Your goal:
Collect from the data below each line with "Right".

(Beginning of Dataset excerpts)

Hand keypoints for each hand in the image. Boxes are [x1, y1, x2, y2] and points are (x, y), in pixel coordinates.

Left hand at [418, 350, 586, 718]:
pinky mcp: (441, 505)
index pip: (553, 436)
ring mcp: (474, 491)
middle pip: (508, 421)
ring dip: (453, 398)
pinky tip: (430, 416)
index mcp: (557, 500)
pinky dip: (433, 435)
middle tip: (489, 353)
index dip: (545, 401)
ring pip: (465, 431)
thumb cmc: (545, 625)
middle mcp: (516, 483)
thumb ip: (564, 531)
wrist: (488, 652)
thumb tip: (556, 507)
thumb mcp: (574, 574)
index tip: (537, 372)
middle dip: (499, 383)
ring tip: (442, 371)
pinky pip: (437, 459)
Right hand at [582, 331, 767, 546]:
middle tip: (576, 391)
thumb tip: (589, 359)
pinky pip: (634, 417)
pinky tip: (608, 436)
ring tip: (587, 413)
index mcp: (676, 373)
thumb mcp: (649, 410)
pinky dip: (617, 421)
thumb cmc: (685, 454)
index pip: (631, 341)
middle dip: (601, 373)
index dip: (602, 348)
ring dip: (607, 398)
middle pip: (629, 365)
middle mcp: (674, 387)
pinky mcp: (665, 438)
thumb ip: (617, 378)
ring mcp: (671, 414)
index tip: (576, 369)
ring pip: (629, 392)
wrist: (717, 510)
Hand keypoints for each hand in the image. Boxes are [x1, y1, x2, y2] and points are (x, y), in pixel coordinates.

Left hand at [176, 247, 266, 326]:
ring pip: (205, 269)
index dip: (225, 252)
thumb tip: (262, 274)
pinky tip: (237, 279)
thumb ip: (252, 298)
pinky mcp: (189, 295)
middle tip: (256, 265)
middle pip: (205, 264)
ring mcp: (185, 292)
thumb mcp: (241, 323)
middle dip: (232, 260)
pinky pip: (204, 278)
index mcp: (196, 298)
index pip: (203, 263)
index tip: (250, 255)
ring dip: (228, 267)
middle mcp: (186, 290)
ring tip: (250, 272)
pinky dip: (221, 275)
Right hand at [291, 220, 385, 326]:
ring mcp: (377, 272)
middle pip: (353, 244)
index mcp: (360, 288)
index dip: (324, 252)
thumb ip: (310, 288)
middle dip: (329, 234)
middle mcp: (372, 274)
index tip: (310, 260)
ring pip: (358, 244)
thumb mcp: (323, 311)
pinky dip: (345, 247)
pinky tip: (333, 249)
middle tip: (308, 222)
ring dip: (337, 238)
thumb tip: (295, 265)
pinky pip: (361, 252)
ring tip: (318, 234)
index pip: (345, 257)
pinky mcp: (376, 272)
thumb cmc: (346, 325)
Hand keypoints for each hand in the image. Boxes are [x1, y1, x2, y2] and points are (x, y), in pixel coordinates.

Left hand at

(End of Dataset excerpts)
(Beginning of Dataset excerpts)

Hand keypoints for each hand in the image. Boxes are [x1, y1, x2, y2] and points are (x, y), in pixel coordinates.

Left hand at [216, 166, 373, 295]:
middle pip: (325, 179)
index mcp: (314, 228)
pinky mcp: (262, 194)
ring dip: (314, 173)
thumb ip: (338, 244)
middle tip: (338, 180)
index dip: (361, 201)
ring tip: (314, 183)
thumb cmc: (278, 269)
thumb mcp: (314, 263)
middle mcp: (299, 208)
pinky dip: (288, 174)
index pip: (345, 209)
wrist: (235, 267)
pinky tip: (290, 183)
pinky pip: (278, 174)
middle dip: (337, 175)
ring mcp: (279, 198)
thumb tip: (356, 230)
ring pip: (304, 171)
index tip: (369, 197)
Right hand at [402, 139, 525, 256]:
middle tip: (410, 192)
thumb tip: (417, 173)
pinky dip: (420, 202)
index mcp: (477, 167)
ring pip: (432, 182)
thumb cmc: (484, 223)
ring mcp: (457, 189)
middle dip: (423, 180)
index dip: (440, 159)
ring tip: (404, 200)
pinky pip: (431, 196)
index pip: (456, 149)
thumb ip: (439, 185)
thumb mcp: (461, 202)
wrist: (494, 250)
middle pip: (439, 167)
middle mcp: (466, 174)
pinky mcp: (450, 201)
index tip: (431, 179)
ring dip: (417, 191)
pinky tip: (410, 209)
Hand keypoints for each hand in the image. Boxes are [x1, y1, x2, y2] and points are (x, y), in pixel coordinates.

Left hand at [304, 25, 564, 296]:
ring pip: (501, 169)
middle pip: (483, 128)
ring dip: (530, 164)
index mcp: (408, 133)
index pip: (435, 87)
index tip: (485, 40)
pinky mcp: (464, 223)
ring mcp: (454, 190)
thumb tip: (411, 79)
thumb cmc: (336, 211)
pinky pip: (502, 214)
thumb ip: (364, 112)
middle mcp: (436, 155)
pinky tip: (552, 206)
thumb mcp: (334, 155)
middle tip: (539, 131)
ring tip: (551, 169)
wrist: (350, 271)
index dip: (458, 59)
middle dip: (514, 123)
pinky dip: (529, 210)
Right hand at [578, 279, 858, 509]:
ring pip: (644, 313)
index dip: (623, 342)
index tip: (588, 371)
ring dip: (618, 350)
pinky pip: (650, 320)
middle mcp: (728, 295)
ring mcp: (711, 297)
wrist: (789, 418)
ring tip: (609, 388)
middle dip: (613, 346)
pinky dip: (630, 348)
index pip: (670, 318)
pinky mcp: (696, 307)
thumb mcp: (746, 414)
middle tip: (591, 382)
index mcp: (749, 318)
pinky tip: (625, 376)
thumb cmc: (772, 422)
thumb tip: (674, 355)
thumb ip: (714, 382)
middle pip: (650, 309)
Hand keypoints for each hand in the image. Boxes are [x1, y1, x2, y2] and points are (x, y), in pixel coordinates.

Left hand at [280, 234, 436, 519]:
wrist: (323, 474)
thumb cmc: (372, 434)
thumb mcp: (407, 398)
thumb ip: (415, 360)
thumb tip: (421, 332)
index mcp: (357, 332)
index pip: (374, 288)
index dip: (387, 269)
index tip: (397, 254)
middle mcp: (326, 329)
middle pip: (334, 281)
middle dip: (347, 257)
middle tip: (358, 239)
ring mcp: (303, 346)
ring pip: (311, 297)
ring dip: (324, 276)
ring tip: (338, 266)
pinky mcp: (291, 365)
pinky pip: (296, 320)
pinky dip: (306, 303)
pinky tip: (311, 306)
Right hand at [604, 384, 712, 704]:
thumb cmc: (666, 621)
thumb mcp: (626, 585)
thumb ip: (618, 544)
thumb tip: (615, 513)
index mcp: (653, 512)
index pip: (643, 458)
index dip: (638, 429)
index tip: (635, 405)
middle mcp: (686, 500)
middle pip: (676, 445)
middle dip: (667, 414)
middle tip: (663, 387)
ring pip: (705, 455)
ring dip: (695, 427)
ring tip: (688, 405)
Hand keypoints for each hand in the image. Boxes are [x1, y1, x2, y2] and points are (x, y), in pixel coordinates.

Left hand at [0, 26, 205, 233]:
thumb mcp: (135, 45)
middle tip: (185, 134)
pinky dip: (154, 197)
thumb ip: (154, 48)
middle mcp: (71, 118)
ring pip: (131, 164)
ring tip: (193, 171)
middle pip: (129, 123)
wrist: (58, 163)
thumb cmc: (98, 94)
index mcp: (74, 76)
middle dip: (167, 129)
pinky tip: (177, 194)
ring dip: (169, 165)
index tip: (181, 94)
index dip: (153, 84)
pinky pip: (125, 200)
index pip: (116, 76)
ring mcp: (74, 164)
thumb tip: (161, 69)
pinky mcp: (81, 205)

(End of Dataset excerpts)

Result of the exercise:
Right hand at [582, 331, 767, 546]:
Right hand at [291, 220, 385, 326]:
Right hand at [402, 139, 525, 256]:
Right hand at [578, 279, 858, 509]:
Right hand at [604, 384, 712, 704]:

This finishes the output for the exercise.